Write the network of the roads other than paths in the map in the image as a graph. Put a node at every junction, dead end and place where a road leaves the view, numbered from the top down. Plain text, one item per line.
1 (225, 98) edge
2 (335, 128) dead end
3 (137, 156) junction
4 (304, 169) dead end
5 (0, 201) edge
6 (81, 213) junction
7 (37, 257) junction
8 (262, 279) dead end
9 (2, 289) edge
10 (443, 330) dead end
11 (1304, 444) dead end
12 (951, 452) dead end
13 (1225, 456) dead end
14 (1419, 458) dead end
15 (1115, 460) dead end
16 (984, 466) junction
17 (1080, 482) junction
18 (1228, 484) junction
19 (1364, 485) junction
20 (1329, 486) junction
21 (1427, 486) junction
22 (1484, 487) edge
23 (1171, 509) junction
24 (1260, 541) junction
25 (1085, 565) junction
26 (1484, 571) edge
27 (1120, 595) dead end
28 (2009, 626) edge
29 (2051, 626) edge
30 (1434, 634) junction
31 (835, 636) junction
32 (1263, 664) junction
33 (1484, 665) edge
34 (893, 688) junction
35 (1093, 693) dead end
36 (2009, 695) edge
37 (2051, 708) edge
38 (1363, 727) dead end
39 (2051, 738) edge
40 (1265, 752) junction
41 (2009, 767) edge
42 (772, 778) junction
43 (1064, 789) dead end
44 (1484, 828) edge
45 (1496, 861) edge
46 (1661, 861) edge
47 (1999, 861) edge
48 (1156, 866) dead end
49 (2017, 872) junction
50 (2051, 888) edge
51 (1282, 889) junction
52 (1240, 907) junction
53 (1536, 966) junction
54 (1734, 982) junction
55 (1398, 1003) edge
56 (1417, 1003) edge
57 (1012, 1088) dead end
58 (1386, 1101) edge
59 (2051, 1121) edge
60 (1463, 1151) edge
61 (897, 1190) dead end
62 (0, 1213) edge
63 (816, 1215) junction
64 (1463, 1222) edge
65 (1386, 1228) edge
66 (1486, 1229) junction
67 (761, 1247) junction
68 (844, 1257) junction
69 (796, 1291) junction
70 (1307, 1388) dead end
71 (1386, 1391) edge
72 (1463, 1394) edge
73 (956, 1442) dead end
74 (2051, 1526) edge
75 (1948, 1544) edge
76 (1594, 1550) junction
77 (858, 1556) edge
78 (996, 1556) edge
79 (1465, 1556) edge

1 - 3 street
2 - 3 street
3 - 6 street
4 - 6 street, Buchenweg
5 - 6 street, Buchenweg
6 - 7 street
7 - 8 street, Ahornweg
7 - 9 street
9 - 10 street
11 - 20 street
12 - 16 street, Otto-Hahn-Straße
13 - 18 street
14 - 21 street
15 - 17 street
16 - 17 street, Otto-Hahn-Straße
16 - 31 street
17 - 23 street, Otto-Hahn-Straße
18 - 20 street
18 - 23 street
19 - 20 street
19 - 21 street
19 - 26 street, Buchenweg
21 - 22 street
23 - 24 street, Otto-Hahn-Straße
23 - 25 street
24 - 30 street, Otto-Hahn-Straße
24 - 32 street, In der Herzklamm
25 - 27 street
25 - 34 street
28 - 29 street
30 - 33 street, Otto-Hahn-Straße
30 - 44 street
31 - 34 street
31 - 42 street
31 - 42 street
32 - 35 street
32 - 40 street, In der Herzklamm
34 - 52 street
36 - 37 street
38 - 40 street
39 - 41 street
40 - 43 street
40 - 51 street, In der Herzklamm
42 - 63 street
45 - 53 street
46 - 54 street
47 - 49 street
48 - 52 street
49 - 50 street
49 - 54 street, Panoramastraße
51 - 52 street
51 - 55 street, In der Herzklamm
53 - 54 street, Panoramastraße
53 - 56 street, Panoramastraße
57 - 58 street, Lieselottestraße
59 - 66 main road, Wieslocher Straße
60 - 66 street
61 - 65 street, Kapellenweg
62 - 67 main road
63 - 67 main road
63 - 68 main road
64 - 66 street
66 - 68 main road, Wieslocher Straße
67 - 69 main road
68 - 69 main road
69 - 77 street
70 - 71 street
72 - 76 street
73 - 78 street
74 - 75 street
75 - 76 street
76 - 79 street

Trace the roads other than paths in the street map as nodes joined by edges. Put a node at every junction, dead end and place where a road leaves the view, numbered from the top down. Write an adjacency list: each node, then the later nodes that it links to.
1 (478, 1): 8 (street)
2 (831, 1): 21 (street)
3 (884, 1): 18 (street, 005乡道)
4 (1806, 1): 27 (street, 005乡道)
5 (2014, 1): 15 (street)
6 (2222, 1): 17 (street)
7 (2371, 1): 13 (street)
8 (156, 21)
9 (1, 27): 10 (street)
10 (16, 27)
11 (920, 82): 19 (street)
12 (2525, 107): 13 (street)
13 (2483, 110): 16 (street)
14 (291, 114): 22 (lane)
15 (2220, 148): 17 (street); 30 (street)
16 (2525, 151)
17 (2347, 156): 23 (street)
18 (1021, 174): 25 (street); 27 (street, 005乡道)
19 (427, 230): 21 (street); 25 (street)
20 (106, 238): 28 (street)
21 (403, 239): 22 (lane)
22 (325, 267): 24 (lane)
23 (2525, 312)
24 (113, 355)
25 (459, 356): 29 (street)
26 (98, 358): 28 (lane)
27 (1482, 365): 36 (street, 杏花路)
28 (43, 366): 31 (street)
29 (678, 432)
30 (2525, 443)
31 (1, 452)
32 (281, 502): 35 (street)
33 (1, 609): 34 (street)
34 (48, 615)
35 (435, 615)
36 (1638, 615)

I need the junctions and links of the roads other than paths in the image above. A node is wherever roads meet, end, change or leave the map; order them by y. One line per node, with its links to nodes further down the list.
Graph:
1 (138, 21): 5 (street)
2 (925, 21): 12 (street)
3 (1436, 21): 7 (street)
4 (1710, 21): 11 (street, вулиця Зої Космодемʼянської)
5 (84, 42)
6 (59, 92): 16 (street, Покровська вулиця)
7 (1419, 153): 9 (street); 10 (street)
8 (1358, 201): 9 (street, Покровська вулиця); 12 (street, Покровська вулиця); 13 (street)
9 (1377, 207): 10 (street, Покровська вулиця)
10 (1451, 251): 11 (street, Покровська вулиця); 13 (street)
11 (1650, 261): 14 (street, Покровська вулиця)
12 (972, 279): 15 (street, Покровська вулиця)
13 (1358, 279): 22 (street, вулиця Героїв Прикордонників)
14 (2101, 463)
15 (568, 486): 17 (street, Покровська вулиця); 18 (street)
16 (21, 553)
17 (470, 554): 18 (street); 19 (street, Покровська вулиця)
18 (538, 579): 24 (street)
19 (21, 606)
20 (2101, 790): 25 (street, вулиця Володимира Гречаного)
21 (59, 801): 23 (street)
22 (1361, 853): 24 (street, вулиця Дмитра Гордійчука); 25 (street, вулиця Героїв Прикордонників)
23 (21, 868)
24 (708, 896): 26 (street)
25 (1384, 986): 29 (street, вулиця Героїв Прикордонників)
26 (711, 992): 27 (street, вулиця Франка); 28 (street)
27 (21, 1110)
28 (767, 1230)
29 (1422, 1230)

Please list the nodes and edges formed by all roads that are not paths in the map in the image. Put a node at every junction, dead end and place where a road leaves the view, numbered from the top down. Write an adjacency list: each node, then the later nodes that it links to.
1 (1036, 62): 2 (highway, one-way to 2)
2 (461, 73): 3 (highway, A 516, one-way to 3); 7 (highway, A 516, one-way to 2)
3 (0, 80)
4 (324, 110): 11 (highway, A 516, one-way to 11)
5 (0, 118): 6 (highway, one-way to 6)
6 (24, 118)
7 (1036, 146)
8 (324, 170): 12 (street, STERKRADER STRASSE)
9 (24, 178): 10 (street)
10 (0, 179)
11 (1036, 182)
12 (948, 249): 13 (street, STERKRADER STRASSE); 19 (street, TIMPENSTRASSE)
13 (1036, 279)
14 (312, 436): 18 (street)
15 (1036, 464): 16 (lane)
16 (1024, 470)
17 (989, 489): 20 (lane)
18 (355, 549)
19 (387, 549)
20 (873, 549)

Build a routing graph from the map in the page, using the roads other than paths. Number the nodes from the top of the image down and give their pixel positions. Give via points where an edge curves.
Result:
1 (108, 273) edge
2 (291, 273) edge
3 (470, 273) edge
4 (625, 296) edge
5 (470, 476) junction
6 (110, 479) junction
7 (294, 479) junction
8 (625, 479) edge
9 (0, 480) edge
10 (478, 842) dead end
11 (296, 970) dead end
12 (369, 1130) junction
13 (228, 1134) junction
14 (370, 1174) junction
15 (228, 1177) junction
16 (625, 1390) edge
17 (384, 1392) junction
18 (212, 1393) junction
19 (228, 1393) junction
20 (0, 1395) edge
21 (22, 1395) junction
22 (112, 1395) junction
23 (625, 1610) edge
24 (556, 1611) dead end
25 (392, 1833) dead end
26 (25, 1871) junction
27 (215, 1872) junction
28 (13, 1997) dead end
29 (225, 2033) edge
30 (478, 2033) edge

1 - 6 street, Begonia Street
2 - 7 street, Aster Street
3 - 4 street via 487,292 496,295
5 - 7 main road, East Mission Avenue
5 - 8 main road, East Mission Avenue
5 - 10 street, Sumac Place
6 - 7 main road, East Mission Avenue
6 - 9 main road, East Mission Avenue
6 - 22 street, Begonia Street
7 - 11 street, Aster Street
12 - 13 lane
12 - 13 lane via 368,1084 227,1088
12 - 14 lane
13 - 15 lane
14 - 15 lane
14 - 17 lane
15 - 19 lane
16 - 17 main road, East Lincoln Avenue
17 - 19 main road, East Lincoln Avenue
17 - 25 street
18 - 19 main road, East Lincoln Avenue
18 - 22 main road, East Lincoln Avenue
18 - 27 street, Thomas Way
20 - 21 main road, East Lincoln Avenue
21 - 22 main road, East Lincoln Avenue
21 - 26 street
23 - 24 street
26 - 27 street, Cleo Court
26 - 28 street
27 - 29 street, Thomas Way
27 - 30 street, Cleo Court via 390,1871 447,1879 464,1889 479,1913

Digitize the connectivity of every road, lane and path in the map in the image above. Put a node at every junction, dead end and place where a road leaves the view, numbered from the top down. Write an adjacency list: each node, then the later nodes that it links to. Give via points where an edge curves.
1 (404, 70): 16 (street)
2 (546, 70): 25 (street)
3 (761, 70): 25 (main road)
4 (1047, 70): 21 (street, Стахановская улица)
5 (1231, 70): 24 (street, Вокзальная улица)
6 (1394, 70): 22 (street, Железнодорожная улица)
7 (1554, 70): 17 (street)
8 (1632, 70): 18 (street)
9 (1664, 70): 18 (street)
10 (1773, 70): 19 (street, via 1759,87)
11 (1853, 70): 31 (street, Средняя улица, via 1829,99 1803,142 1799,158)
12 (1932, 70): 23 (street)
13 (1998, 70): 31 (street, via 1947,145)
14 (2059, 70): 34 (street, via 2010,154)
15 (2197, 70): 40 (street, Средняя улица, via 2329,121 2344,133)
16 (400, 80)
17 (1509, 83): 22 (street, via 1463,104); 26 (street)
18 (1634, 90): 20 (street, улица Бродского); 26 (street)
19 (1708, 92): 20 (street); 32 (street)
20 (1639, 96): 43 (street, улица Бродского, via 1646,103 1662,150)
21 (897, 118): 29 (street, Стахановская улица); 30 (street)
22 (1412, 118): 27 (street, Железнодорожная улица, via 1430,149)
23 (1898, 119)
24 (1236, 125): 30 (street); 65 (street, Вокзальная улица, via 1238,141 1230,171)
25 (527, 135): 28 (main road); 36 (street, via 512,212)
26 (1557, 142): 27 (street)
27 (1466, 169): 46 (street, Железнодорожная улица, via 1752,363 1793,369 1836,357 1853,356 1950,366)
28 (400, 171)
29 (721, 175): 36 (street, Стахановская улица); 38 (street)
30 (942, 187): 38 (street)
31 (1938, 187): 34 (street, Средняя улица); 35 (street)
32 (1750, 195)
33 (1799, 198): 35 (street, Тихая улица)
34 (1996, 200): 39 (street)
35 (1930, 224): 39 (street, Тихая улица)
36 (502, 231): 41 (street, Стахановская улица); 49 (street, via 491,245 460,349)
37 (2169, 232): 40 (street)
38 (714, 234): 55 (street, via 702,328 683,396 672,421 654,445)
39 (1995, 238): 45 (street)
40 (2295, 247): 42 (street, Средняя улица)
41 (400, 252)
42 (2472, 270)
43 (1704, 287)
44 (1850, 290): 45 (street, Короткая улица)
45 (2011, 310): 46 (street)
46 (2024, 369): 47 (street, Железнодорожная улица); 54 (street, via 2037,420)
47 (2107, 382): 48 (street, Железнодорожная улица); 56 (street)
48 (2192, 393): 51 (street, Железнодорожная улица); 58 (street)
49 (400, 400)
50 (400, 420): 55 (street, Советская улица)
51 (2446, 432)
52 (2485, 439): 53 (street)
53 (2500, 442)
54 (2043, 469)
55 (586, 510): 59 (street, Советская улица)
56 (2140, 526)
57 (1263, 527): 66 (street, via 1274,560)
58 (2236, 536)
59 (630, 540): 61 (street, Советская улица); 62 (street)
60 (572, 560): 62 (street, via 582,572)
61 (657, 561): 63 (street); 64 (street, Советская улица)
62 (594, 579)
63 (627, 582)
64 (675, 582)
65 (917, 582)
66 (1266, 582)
----
**WHAT IS BEING ASKED**:
Return a copy of each line of the material that holds the word "Begonia".

**PROBLEM SOLUTION**:
1 - 6 street, Begonia Street
6 - 22 street, Begonia Street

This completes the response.